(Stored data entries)
------------------------

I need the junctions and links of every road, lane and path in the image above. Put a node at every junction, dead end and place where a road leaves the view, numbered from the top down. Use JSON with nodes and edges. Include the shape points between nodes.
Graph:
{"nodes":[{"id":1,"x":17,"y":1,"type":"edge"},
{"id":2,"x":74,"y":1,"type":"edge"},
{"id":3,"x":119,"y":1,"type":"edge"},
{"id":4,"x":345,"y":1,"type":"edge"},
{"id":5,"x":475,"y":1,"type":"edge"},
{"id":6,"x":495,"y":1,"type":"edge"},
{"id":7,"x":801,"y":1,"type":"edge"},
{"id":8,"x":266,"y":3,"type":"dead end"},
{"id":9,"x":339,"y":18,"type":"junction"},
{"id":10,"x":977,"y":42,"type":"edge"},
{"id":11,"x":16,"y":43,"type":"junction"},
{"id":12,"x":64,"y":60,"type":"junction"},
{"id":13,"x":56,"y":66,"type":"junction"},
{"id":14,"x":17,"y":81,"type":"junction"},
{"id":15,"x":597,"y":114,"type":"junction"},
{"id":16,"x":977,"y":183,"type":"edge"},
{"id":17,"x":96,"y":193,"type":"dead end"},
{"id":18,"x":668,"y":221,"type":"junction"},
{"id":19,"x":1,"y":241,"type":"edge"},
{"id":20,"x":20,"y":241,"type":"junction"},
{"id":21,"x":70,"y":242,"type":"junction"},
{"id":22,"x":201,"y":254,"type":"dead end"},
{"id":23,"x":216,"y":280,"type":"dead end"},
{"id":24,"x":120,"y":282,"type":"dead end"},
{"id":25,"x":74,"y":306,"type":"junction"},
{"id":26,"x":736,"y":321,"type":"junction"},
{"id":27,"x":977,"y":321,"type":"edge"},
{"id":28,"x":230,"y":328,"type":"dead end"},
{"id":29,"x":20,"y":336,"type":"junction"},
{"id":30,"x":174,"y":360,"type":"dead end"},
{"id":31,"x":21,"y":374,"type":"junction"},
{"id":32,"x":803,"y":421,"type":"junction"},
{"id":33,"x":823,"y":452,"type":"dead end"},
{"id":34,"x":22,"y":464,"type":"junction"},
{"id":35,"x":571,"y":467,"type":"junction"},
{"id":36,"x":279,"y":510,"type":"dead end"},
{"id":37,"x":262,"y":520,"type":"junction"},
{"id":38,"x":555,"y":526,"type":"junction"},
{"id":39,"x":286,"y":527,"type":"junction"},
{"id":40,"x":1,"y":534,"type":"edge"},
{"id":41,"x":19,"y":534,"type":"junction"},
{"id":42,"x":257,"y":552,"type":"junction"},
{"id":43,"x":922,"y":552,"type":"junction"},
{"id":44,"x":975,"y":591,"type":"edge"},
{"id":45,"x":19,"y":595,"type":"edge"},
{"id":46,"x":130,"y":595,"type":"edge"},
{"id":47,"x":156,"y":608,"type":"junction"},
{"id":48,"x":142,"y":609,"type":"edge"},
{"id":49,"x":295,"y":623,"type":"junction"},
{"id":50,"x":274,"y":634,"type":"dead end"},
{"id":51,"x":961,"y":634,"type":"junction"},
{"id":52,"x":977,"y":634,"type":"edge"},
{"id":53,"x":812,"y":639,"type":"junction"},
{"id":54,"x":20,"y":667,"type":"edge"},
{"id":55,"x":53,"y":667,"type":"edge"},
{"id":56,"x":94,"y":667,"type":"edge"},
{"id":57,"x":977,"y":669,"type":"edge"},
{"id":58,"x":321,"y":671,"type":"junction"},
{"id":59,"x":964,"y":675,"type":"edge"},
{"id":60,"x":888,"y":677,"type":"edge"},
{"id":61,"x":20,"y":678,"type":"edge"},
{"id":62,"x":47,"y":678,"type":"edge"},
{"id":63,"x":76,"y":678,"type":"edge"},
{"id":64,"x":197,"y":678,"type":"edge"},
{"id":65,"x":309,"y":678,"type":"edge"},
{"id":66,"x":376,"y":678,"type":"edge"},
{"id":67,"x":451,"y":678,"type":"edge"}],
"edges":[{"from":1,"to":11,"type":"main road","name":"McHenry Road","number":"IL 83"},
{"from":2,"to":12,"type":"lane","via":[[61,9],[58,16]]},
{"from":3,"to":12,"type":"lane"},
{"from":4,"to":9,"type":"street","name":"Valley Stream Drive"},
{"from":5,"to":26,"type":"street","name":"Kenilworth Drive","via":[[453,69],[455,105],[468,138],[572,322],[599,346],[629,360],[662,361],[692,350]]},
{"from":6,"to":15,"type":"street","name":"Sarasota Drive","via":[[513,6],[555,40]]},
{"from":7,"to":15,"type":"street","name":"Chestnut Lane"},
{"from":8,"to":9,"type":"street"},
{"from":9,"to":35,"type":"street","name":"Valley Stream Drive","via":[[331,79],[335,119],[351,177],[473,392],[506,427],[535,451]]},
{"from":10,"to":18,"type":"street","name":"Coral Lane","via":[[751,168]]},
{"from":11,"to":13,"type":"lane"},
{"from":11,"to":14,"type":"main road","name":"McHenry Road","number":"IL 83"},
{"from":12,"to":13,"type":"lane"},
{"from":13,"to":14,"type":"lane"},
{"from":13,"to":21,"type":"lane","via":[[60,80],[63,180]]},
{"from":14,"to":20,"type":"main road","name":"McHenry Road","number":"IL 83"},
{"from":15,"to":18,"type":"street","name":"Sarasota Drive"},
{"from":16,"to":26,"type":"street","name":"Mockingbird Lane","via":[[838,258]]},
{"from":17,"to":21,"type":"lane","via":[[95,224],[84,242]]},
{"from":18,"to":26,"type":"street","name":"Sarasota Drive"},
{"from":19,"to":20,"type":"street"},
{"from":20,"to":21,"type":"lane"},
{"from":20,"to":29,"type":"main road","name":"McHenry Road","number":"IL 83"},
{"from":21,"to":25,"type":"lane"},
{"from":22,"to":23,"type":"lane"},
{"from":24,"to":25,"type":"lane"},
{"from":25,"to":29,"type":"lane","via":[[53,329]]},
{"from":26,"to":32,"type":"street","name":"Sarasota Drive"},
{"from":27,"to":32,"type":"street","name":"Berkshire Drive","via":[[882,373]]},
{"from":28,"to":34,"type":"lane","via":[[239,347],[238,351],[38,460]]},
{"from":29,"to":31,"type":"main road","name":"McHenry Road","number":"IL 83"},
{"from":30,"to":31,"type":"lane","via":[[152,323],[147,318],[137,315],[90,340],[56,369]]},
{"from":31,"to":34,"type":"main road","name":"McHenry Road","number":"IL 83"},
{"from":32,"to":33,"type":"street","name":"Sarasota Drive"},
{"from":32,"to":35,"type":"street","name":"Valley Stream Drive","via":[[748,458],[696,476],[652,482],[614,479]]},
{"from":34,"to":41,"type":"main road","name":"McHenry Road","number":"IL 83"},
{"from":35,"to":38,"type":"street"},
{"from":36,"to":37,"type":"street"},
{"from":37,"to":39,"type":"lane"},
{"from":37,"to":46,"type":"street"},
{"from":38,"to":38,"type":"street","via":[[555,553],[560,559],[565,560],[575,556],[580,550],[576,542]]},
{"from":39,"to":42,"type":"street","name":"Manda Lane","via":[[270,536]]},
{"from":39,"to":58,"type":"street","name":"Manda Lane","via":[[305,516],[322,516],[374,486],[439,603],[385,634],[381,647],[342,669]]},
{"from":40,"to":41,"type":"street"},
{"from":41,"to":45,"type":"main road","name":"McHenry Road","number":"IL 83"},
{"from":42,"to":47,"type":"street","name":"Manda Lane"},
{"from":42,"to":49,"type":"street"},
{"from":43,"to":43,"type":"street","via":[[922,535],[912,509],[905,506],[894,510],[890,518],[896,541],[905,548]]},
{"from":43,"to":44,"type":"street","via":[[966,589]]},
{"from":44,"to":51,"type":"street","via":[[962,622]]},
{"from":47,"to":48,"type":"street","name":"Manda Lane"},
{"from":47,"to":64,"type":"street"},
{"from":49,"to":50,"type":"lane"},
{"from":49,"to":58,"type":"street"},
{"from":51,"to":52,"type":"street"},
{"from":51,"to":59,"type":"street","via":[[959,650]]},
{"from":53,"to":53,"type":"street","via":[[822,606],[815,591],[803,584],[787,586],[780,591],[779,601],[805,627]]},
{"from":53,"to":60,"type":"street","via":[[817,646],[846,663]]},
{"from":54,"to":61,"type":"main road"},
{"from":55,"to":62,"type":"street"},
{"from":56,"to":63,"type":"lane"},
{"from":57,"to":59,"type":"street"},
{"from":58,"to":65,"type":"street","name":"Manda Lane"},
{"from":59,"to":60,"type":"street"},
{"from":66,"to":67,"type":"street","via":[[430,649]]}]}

------------------------

Could you find every line in the records above that contains the word "edges" and copy it?

Result
I need the junctions and links of every road, lane and path in the image above. Put a node at every junction, dead end and place where a road leaves the view, numbered from the top down. Use JSON with nodes and edges. Include the shape points between nodes.
"edges":[{"from":1,"to":11,"type":"main road","name":"McHenry Road","number":"IL 83"},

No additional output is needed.